Guide · Backtesters

Backtest a chart pattern honestly — without survivorship bias or leakage.

If you’ve ever seen a chart pattern backtest claim 70%+ win rates, the methodology was almost certainly broken. The two most common failure modes — survivorship bias and train/test leakage — silently inflate results by 5 to 30 percentage points and almost no retail backtesting tool defends against either.

This guide covers what survivorship bias is, why date-based splits leak, and the working code for a backtest that doesn’t.

Failure mode 1: Survivorship bias

Most retail data feeds (yfinance, Alpha Vantage’s free tier, every “current S&P 500” CSV on Kaggle) only containcurrently-trading symbols. Symbols that went bankrupt, got delisted, or merged are silently absent.

When you backtest on this data, you’re testing “patterns from companies that survived the period.” That’s a population conditioned on survival — by construction biased toward winners. A pattern strategy backtested on survivors-only data will show ~5 to 15 percentage points higher win rate than it would on the full population.

The fix: include delisted symbols. They’re what survivorship bias systematically excludes. Forward returns for delisted symbols use the last trading price (occasionally pessimistic, never optimistic).

# Wrong: yfinance default — survivors-only
import yfinance as yf
data = yf.download(['AAPL', 'NVDA', ...current_sp500])  # missing GE-old, K-old, BBBY, ...

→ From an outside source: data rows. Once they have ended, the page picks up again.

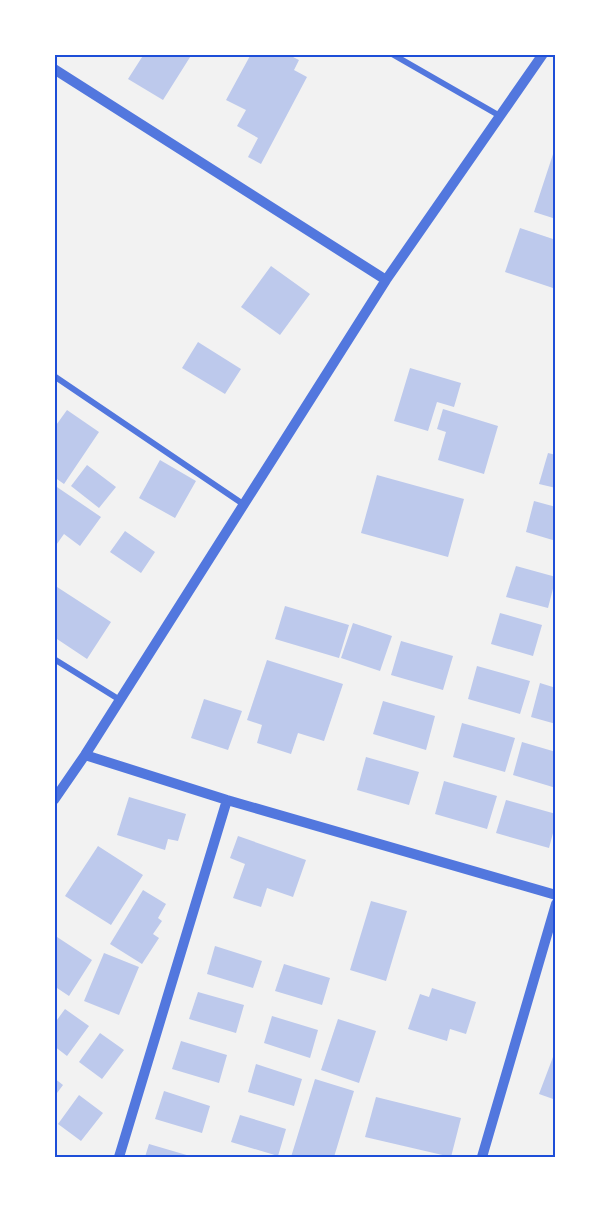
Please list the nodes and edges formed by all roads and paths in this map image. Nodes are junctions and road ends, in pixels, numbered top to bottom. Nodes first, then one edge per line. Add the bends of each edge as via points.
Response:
1 (392, 54) edge
2 (543, 54) edge
3 (54, 69) edge
4 (501, 117) junction
5 (386, 280) junction
6 (54, 376) edge
7 (243, 504) junction
8 (54, 659) edge
9 (120, 700) junction
10 (85, 755) junction
11 (54, 800) edge
12 (226, 800) junction
13 (556, 895) edge
14 (556, 904) edge
15 (119, 1157) edge
16 (482, 1157) edge

1 - 4 street
2 - 4 street
3 - 5 street
4 - 5 street
5 - 7 street
6 - 7 street
7 - 9 street
8 - 9 street
9 - 10 street
10 - 11 street
10 - 12 street
12 - 13 street
12 - 15 street
14 - 16 street

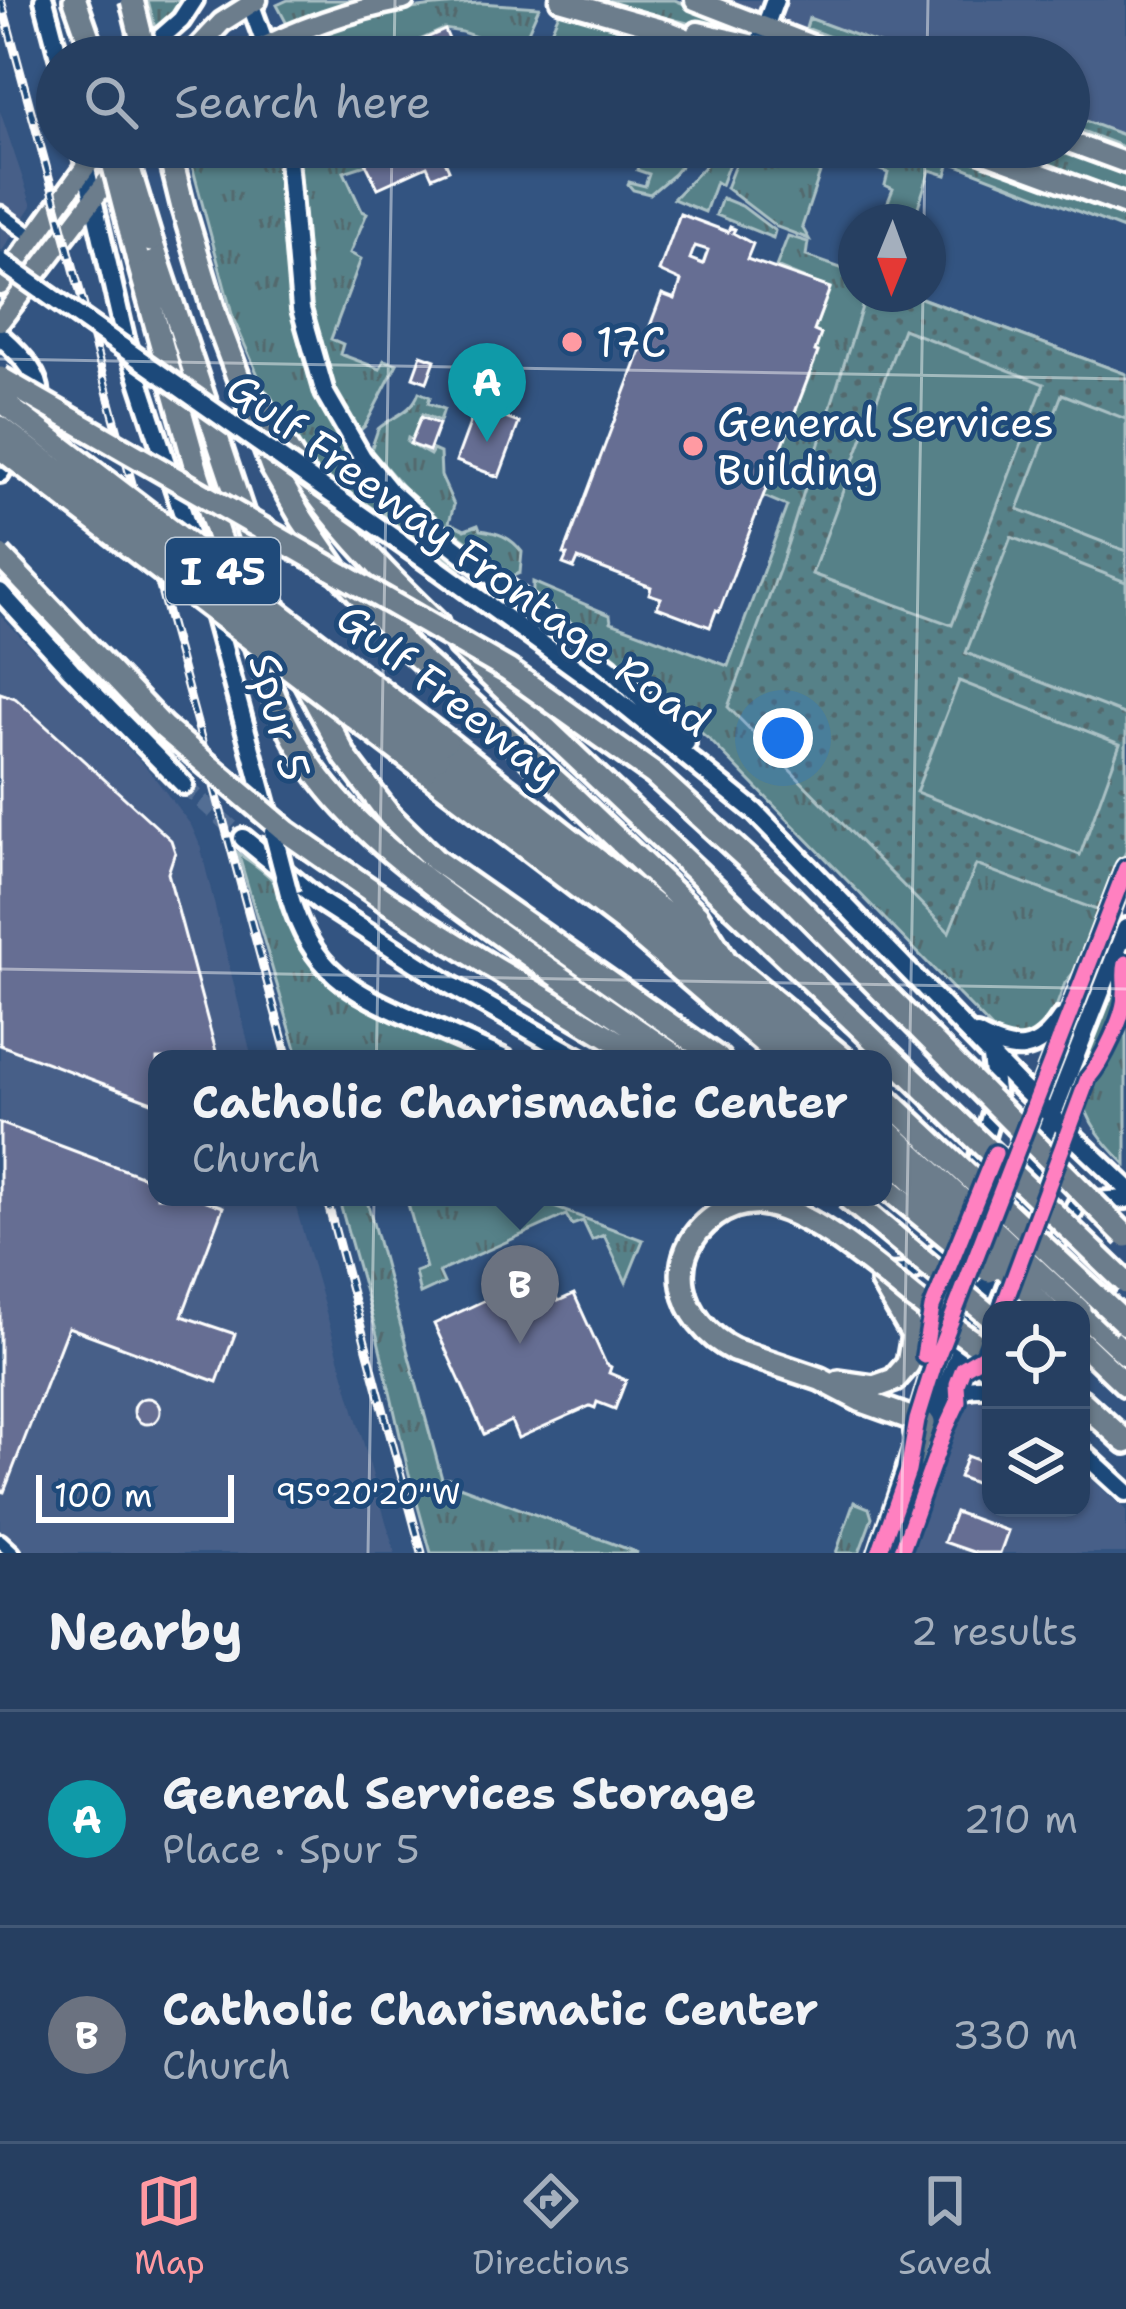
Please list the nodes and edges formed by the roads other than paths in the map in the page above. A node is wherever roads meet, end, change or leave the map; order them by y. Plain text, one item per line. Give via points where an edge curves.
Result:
1 (44, 0) edge
2 (132, 0) edge
3 (194, 0) edge
4 (358, 0) edge
5 (404, 0) edge
6 (560, 0) edge
7 (695, 0) edge
8 (775, 0) edge
9 (252, 1) edge
10 (76, 3) edge
11 (322, 21) junction
12 (670, 31) junction
13 (53, 36) edge
14 (80, 36) edge
15 (88, 36) edge
16 (139, 36) edge
17 (165, 36) edge
18 (209, 36) edge
19 (263, 36) edge
20 (286, 36) edge
21 (682, 36) edge
22 (722, 36) edge
23 (749, 36) edge
24 (762, 36) edge
25 (1090, 150) edge
26 (1126, 163) edge
27 (77, 168) edge
28 (87, 168) edge
29 (114, 168) edge
30 (116, 168) edge
31 (127, 168) edge
32 (173, 168) edge
33 (289, 168) edge
34 (1026, 168) edge
35 (93, 197) junction
36 (1126, 205) edge
37 (0, 213) edge
38 (34, 238) junction
39 (144, 248) junction
40 (5, 264) edge
41 (0, 286) edge
42 (217, 321) junction
43 (1, 331) edge
44 (0, 378) edge
45 (0, 400) edge
46 (0, 427) edge
47 (0, 448) edge
48 (0, 473) edge
49 (0, 556) edge
50 (2, 597) edge
51 (436, 757) junction
52 (184, 785) tunnel mouth
53 (755, 812) junction
54 (243, 838) tunnel mouth
55 (1126, 868) edge
56 (1121, 895) edge
57 (1126, 928) edge
58 (726, 961) junction
59 (1082, 981) junction
60 (966, 1029) junction
61 (484, 1050) edge
62 (565, 1050) edge
63 (631, 1050) edge
64 (667, 1050) edge
65 (706, 1050) edge
66 (773, 1050) edge
67 (801, 1050) edge
68 (833, 1050) edge
69 (884, 1050) edge
70 (991, 1057) junction
71 (892, 1058) edge
72 (1036, 1102) junction
73 (892, 1104) edge
74 (1052, 1118) junction
75 (892, 1134) edge
76 (892, 1161) edge
77 (1126, 1187) edge
78 (892, 1191) edge
79 (1126, 1199) edge
80 (736, 1206) edge
81 (768, 1206) edge
82 (801, 1206) edge
83 (858, 1206) edge
84 (879, 1206) edge
85 (1126, 1236) edge
86 (876, 1276) junction
87 (1126, 1283) edge
88 (966, 1294) junction
89 (1025, 1301) edge
90 (1027, 1301) edge
91 (1039, 1301) edge
92 (1069, 1301) edge
93 (982, 1309) edge
94 (1090, 1320) edge
95 (1126, 1324) edge
96 (953, 1342) junction
97 (982, 1347) edge
98 (1090, 1352) edge
99 (1126, 1354) edge
100 (982, 1365) edge
101 (820, 1379) junction
102 (1122, 1381) edge
103 (982, 1387) edge
104 (1090, 1409) edge
105 (916, 1420) junction
106 (1090, 1421) edge
107 (1123, 1440) edge
108 (1090, 1459) edge
109 (913, 1467) junction
110 (1126, 1492) edge
111 (0, 1541) edge
112 (13, 1553) edge
113 (879, 1553) edge

1 - 13 main road
2 - 16 highway, bridge
3 - 17 main road
4 - 11 main road
5 - 11 main road
6 - 12 main road
7 - 23 main road
8 - 24 main road
9 - 18 main road
9 - 19 main road
10 - 14 highway
10 - 15 highway
11 - 20 main road
12 - 21 main road
12 - 22 main road
25 - 26 main road
27 - 38 main road
28 - 35 main road, Spur 5
29 - 39 highway, bridge
30 - 35 main road
31 - 39 highway, bridge
32 - 42 highway
33 - 53 main road via 301,310 325,393 362,457 439,535 609,667
34 - 36 main road
35 - 43 main road
35 - 61 main road, Spur 5, bridge via 125,338 227,657 298,924 333,974 361,996
37 - 38 street
38 - 40 main road
39 - 64 highway via 198,475 264,673 314,771 413,871
39 - 65 highway via 272,602 346,758 435,860
40 - 41 main road
40 - 53 main road, Gulf Freeway Frontage Road, bridge via 596,683
42 - 58 highway via 272,467 339,573 409,649 697,914
42 - 69 highway, bridge via 284,446 386,574
43 - 48 main road via 41,385 34,415
44 - 85 highway, bridge via 508,670 654,775 788,896
45 - 51 highway, Gulf Freeway / I 45, bridge
46 - 51 highway, Gulf Freeway / I 45, bridge
47 - 51 highway, Gulf Freeway / I 45, bridge
49 - 63 highway, bridge via 163,728 287,832
50 - 52 main road
51 - 58 highway, Gulf Freeway / I 45
51 - 66 highway, Gulf Freeway / I 45
51 - 67 highway, Gulf Freeway / I 45 via 622,898
53 - 60 main road, Gulf Freeway Frontage Road
54 - 62 main road via 321,902
55 - 56 main road
56 - 59 main road
57 - 74 main road
58 - 68 highway, Gulf Freeway / I 45
59 - 60 main road via 1050,1035 1035,1045 1008,1049
59 - 72 main road
60 - 70 main road, Gulf Freeway Frontage Road
70 - 72 main road, Gulf Freeway Frontage Road
70 - 86 main road via 997,1099 959,1223 915,1272
71 - 87 highway, bridge
72 - 74 main road, Gulf Freeway Frontage Road
72 - 96 main road
73 - 95 highway, bridge
74 - 77 main road, Gulf Freeway Frontage Road
74 - 96 main road
75 - 92 highway, bridge
76 - 91 highway, bridge
78 - 89 highway, bridge
79 - 90 main road via 1078,1202
80 - 101 highway, bridge via 686,1246 681,1272 689,1303 704,1328 734,1350
81 - 97 highway, bridge via 808,1221
82 - 86 main road
83 - 88 highway, bridge
84 - 88 highway via 946,1263
86 - 96 main road
86 - 101 highway via 913,1335 908,1364 874,1387
88 - 93 highway, bridge
94 - 99 highway
96 - 100 main road
96 - 105 main road via 934,1365
96 - 109 main road
98 - 102 highway
101 - 105 highway
103 - 109 main road via 949,1399
104 - 107 highway
105 - 109 highway via 924,1423
106 - 107 highway
108 - 110 main road
109 - 113 main road
111 - 112 street

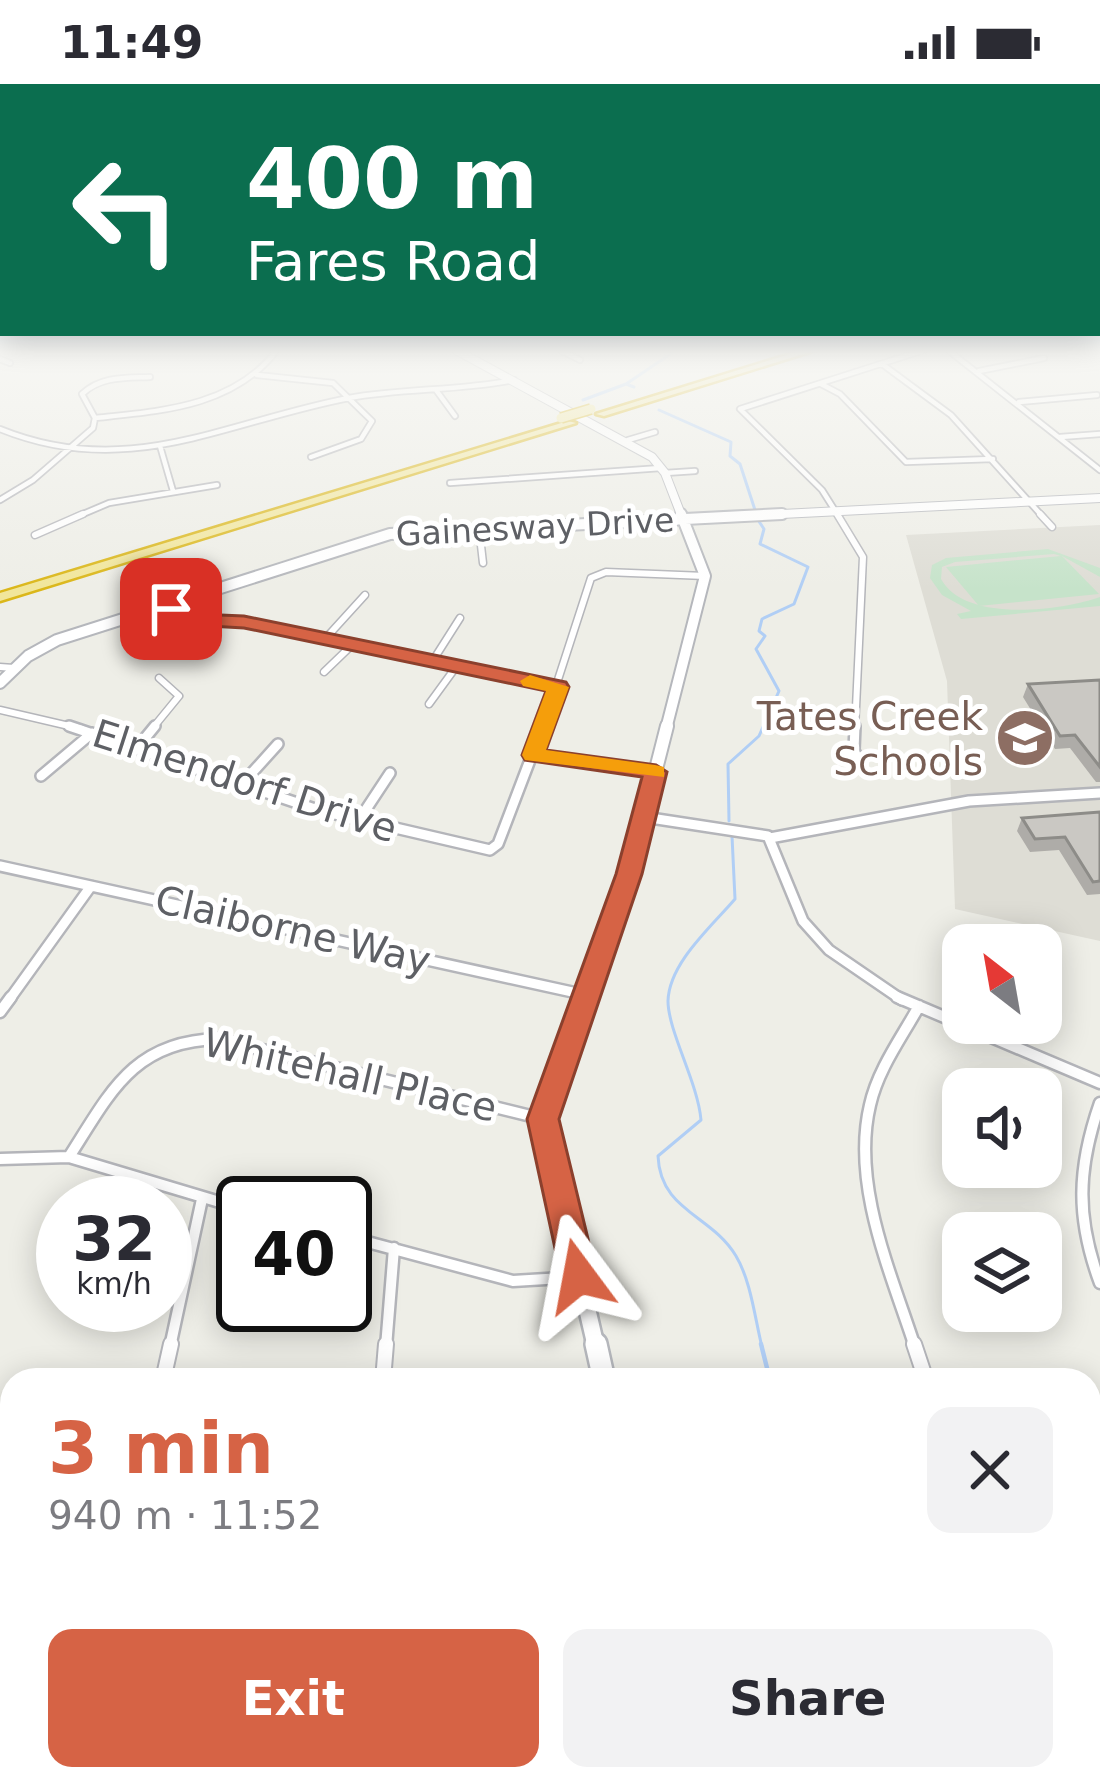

# Better: include delisted (Polygon, Norgate, EODHistoricalData)
import polygon
client = polygon.RESTClient(...)
all_tickers = list_all_tickers_including_delisted(client)
# As of 2026-05: ~19,000 US equity symbols, of which ~7,000 are delisted

Failure mode 2: Train/test leakage via date splits

The standard ML practice — train on 2016-2024, test on 2025 — is silently broken in finance because the same symbols appear on both sides. A model that has seen NVDA 2,500 times during training and is now being tested on NVDA isn’t being evaluated. It’s being asked to recall.

The fix is symbol-disjoint splits: hold out entire tickers, not date ranges. Train on 80% of symbols across all years; evaluate on the remaining 20% of symbols. The evaluation symbols never appear in training, period.

Plus a 10-day embargo window: even within a held-out symbol, don’t use a date that’s within 10 trading days of an in-sample date. Adjacent days are too autocorrelated.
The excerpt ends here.